The CLIP Prior module leverages the powerful visual-semantic alignment capabilities of CLIP to generate initial object queries. By utilizing CLIP's pre-trained knowledge, we can better localize objects mentioned in the referring expressions before detailed segmentation , especially for out-of-vocabulary objects.
The CMD module enables multimodal interactions by integrating visual and text features, allowing the model to understand the semantic relationships between visual and textual cues.
The MCC component ensures semantic consistency by employing contrastive learning at the sentence level. This helps the model understand that different textual descriptions referring to the same object should map to similar semantic representations, improving robustness and generalization.
As shown in the table, our method achieves remarkable performance improvements over state-of-the-art methods across all benchmarks on mIoU metrics. Notably, we surpass recent methods like CGFormer and VG-LAW by substantial margins: +1.23% and +3.11% on RefCOCO, +1.46% and +3.31% on RefCOCO+, and +2.16% and +4.37% on G-Ref validation splits respectively. The more complex the expressions, the greater the performance gains achieved by VATEX. Even compared to LISA, a large pre-trained vision-language model, VATEX consistently achieves an impressive 3-5% better performance across all datasets.
Our visualizations demonstrate VATEX's superior performance in complex visual reasoning scenarios. The model excels at:
• Distinguishing Similar Objects: Successfully differentiates between multiple similar instances (e.g., 1st column: identifying the seated person vs. standing person on a tennis court).
• Fine-grained Recognition: Precisely locates specific items among visually similar alternatives (e.g., 2nd column: distinguishing a particular sushi plate among various food dishes).
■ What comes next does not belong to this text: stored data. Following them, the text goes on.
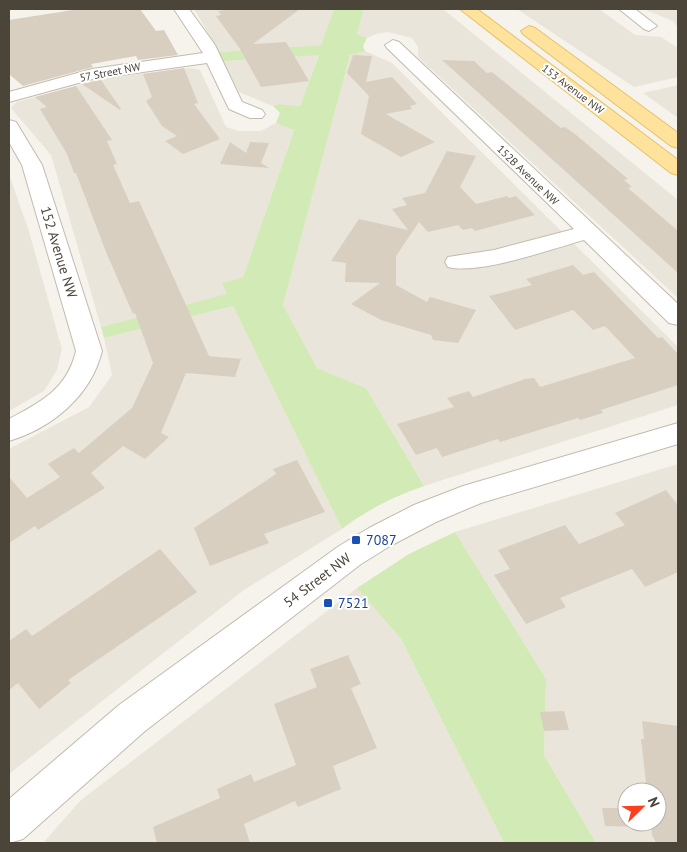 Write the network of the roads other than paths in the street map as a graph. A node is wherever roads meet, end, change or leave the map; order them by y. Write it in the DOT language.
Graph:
graph roads {
  1 [pos="182,9"];
  2 [pos="468,9"];
  3 [pos="626,9"];
  4 [pos="514,20"];
  5 [pos="649,26"];
  6 [pos="393,45"];
  7 [pos="212,57"];
  8 [pos="9,98"];
  9 [pos="256,114"];
  10 [pos="468,117"];
  11 [pos="446,122"];
  12 [pos="9,126"];
  13 [pos="678,142"];
  14 [pos="678,169"];
  15 [pos="589,232"];
  16 [pos="456,262"];
  17 [pos="678,317"];
  18 [pos="9,431"];
  19 [pos="678,434"];
  20 [pos="9,825"];
  1 -- 7 [label="street"];
  2 -- 14 [label="main road, 153 Avenue NW"];
  3 -- 5 [label="street"];
  4 -- 13 [label="main road, 153 Avenue NW"];
  6 -- 10 [label="street, 152B Avenue NW"];
  7 -- 8 [label="street, 57 Street NW"];
  7 -- 9 [label="street"];
  10 -- 11 [label="street"];
  10 -- 15 [label="street, 152B Avenue NW"];
  12 -- 18 [label="street, 152 Avenue NW"];
  15 -- 16 [label="street"];
  15 -- 17 [label="street, 152B Avenue NW"];
  19 -- 20 [label="street, 54 Street NW"];
} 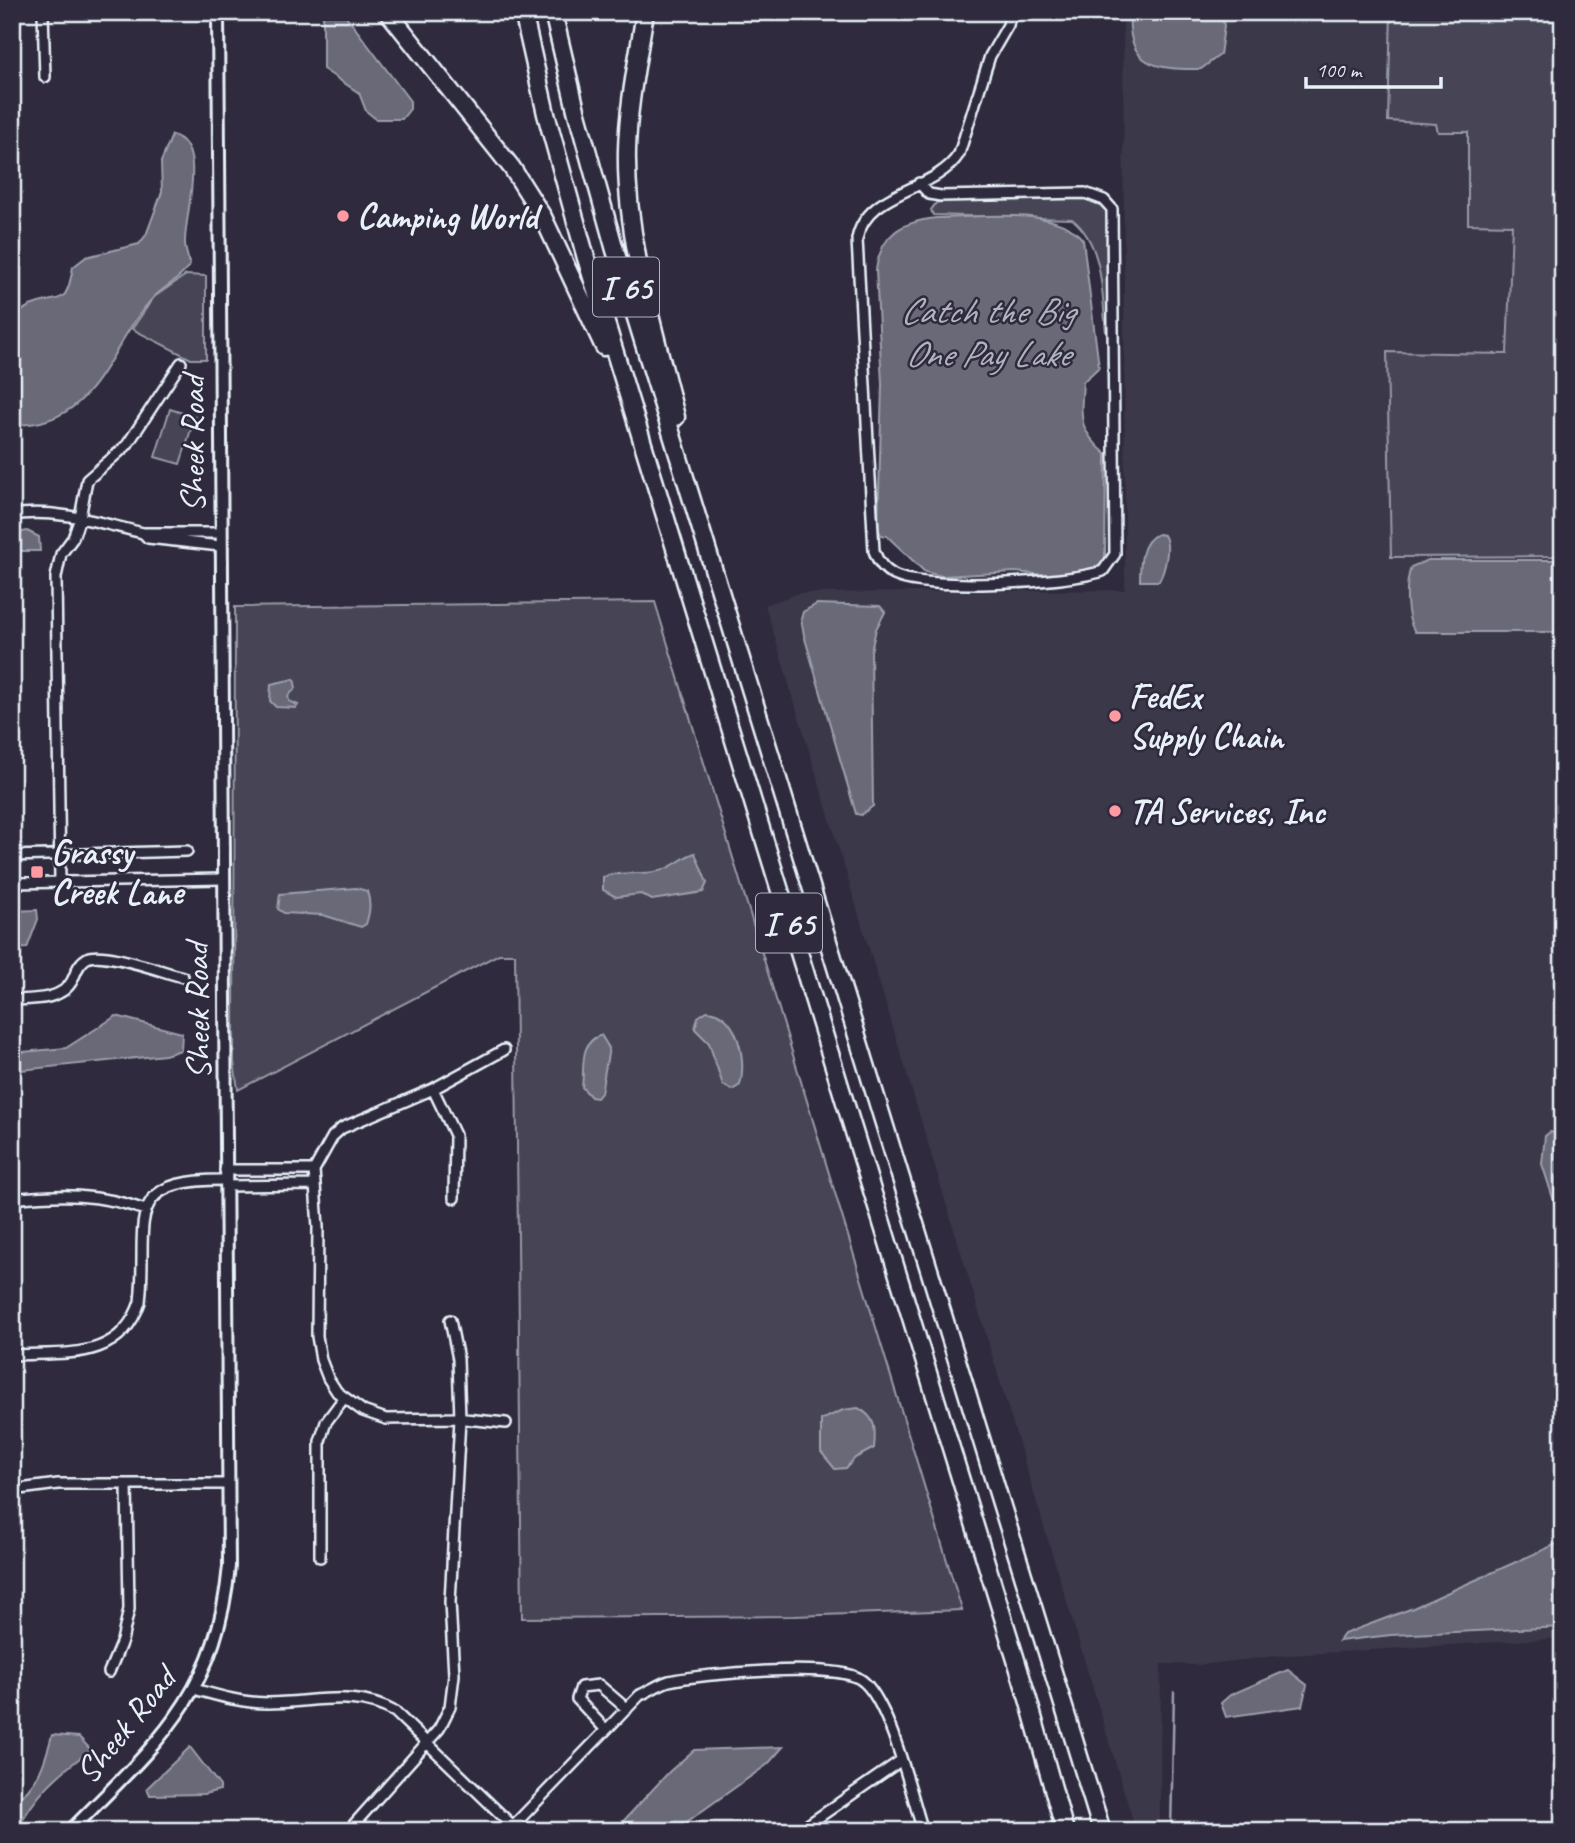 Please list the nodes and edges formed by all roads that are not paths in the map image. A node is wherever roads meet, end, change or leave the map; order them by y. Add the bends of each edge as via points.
1 (43, 12) edge
2 (218, 12) edge
3 (388, 12) edge
4 (523, 12) edge
5 (554, 12) edge
6 (645, 12) edge
7 (1011, 12) edge
8 (45, 77) dead end
9 (919, 183) junction
10 (181, 363) dead end
11 (630, 404) junction
12 (12, 515) edge
13 (80, 517) junction
14 (143, 533) junction
15 (220, 533) junction
16 (220, 546) junction
17 (709, 559) junction
18 (187, 851) dead end
19 (60, 854) junction
20 (12, 856) edge
21 (223, 879) junction
22 (60, 881) junction
23 (12, 883) edge
24 (183, 977) dead end
25 (12, 1000) edge
26 (504, 1051) dead end
27 (433, 1089) junction
28 (314, 1170) junction
29 (225, 1179) junction
30 (315, 1185) junction
31 (454, 1198) dead end
32 (12, 1199) edge
33 (145, 1210) junction
34 (450, 1320) dead end
35 (12, 1355) edge
36 (344, 1398) junction
37 (460, 1419) junction
38 (506, 1423) dead end
39 (127, 1484) junction
40 (228, 1484) junction
41 (12, 1490) edge
42 (320, 1557) dead end
43 (108, 1672) dead end
44 (194, 1689) junction
45 (627, 1709) junction
46 (606, 1730) junction
47 (426, 1742) junction
48 (900, 1760) junction
49 (516, 1828) edge
50 (70, 1831) edge
51 (348, 1831) edge
52 (799, 1831) edge
53 (923, 1831) edge
54 (1065, 1831) edge
55 (1102, 1831) edge

1 - 8 street
2 - 15 street, Sheek Road
3 - 11 highway via 512,168 543,217
4 - 11 highway, I 65 via 545,114
5 - 17 highway, I 65 via 615,250
6 - 17 highway via 628,131 632,222
7 - 9 street via 1009,25 990,56 959,154 952,165
9 - 9 street via 929,194 942,196 1085,193 1104,200 1112,209 1115,554 1102,571 1062,581 919,582 896,576 878,561 869,485 857,239 866,216
10 - 13 street via 127,445 87,480
11 - 54 highway, I 65
12 - 13 street
13 - 14 street
13 - 19 street via 61,554 56,577
14 - 15 street
14 - 16 street via 165,541
15 - 16 street, Sheek Road
16 - 21 street, Sheek Road
17 - 55 highway, I 65
18 - 19 street
19 - 20 street
19 - 22 street
21 - 22 street
21 - 29 street, Sheek Road
22 - 23 street
24 - 25 street via 103,956 89,957 60,993 44,999
26 - 27 street
27 - 28 street via 342,1128
27 - 31 street via 455,1136
28 - 29 street
28 - 30 street
29 - 30 street
29 - 33 street via 175,1182
29 - 40 street, Sheek Road
30 - 36 street via 319,1348 328,1378
32 - 33 street via 79,1194
33 - 35 street via 140,1302 120,1336 98,1348
34 - 37 street via 458,1359
36 - 37 street via 386,1419
36 - 42 street via 326,1422 320,1441
37 - 38 street
37 - 47 street via 450,1602 453,1692 439,1729
39 - 40 street
39 - 41 street via 58,1484
39 - 43 street via 129,1609
40 - 44 street, Sheek Road via 226,1600 215,1643
44 - 47 street via 240,1702 353,1697 377,1702 395,1712
44 - 50 street, Sheek Road via 141,1760
45 - 46 street
45 - 46 street via 599,1685 581,1686 577,1699
45 - 48 street via 640,1695 667,1682 727,1674 828,1670 861,1679 884,1710
46 - 49 street
47 - 49 street
47 - 51 street
48 - 52 street
48 - 53 street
• Detailed Segmentation: Captures intricate object details beyond ground truth annotations (e.g., 4th column: complete umbrella shaft segmentation).
• Accurate Object Relationships: Better understands complex interactions (e.g., 6th & 7th column: correctly segmenting the bear in "bear child is hugging" and "bear with 59 tag" scenario).
Our instance-based architecture produces smoother, more complete masks compared to LAVT and CRIS's pixel-based approach.